すると、女の子は心得ている、というように頷いた。
「私はずっとレニ様にお会いできる日を心待ちにしていたのです」
「わたしにあう? なまえもしってる?」
「はい。お母様からお伺いしております」
「まま」
なるほど、母から!
一瞬納得し、いやいや、と首を振る。
なんで母とエルフの女の子に繋がりが?
だって、母の耳も丸かったけど……。
「……レニ様はまだなにも知らないのですね」
エルフの女の子は私の表情からいろいろと察したようで、少し苦しそうに微笑んだ。
鮮やかな碧色の瞳にちょっとだけ差した影。
それが胸をきゅっと締め付けて、書類から片手を離し、そっと手を伸ばす。
私の目線のまっすぐのところ。つやつやの金色の髪をよしよしと撫でた。
「だいじょーぶ」
「っ、レニ様っ」
「れににおまかせあれ」
私がなにを知らないのかわからないけれど、きっとなんでも大丈夫。
なんせ、最強3歳児!
安心していいよ、と大きく頷いて、ふふんと胸を張る。
すると、エルフの女の子はボッと音が鳴ったのかと思うぐらい、一気に頬が赤くなって――
「光栄、です……っ……まさか、こんな日が来るなんて……っ。
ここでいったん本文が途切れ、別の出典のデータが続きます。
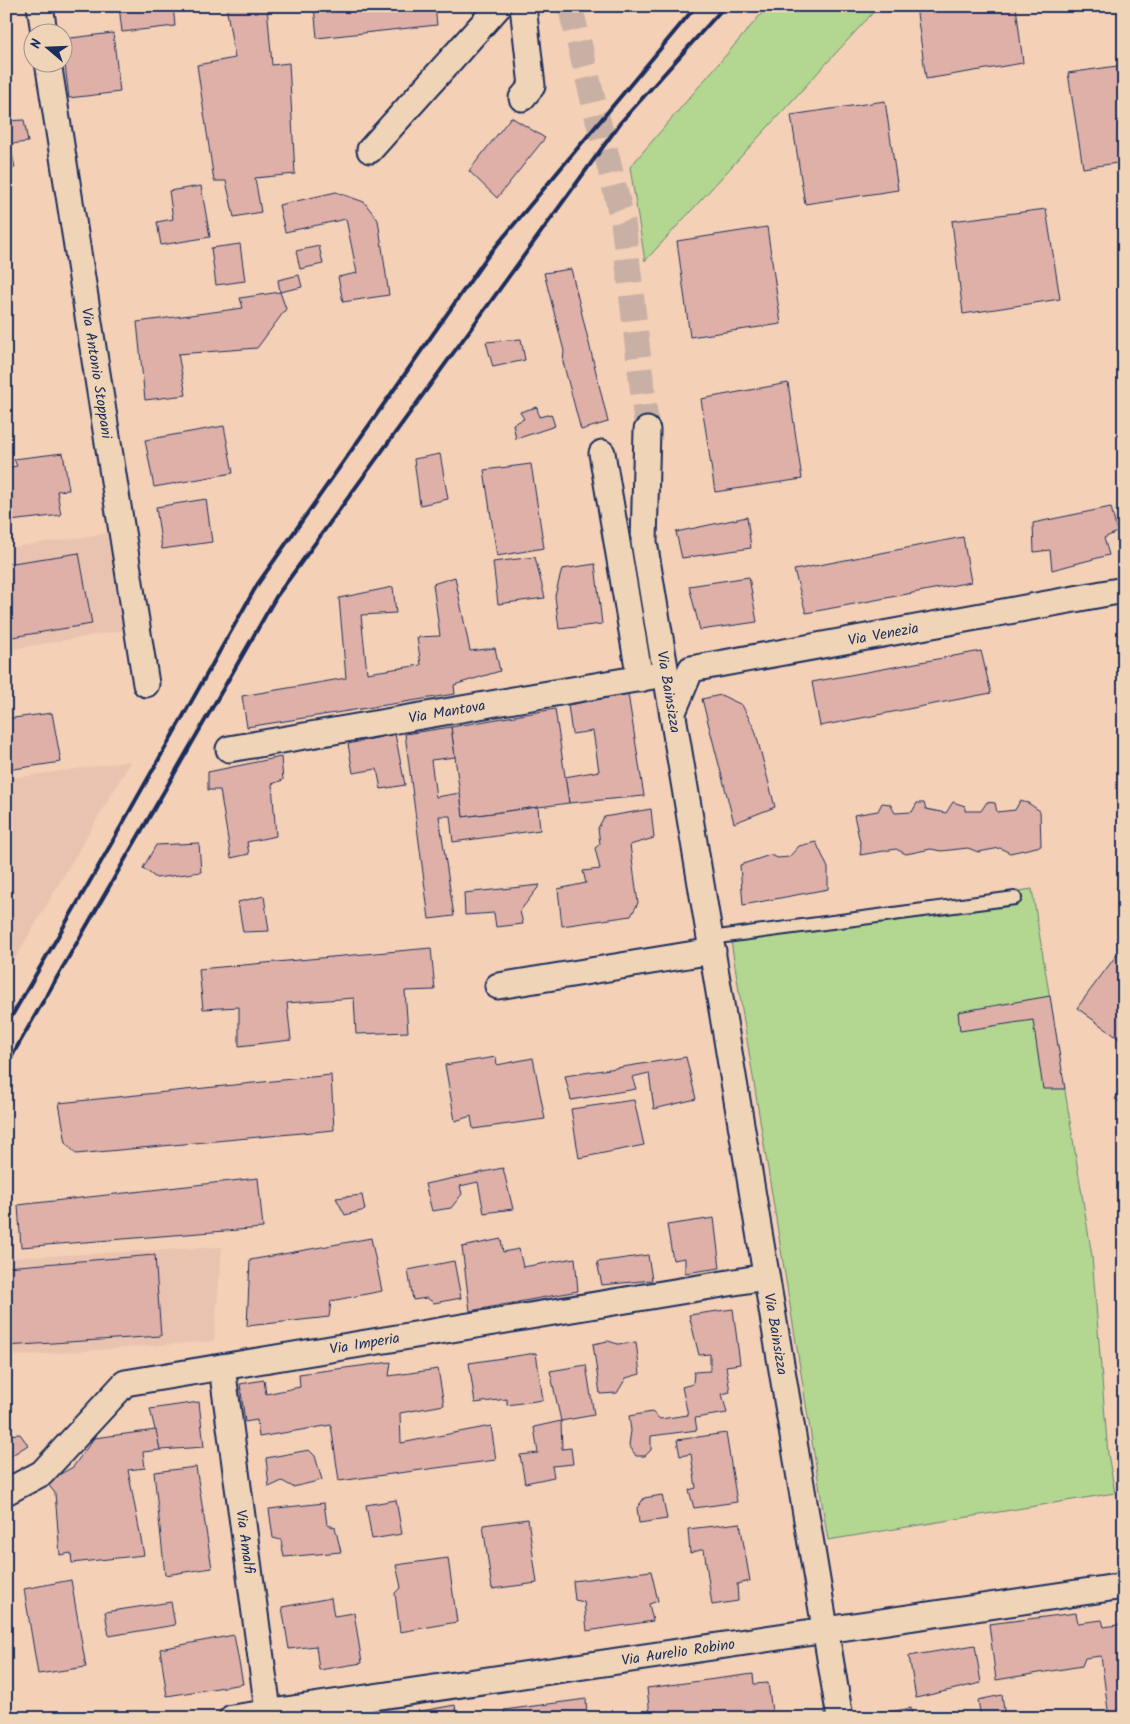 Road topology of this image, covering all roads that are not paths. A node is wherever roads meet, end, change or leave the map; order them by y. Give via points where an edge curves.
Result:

その手で撫でてもらえるなんて……こんな、こんな可愛らしく、素敵な……っ」
ぽろぽろと涙を流した。
「わっ、だいじょうぶ?」
「はいぃ、大丈夫ですっ、……申し訳ありませんっ、私は、本当に、ずっとずっと……お会いできる日を……お待ちしてっ……」
「うん」
「生涯……お会いできる日は……来ないんじゃないかとも……」
「うん」
「それなのに、こんな、情けない姿をお見せしてしまってっ……」
片膝をついて、背筋を正し、エルフの女の子は必死で涙を止めようとしているようだった。
「もっと……っ、もっと、かっこよく、ご挨拶できれば、と思っていたのに、っ」
「うん」
エルフの女の子と私は初対面で。
こんな風になってしまう理由は全然わからない。
でも、たぶん、エルフの女の子にとって、すごく大事なことだっていうのはわかるから。
だから――
「かっこよかったよ」
もう一度、よしよし、と頭を撫でて。
「さっき、れにをだきとめてくれた」
ね。
「かっこよかったよ」
鮮やかな碧色の瞳からぽろぽろとこぼれる雫。
それを【猫の手グローブ】の甲の部分でそっと拭った。
「あえてうれしい」
そして、私の気持ちが伝わるように、しっかりと瞳を見つめれば――
「あ、無理。尊い。むり」
エルフの女の子はそう言って、その場で白目を剥いて倒れた。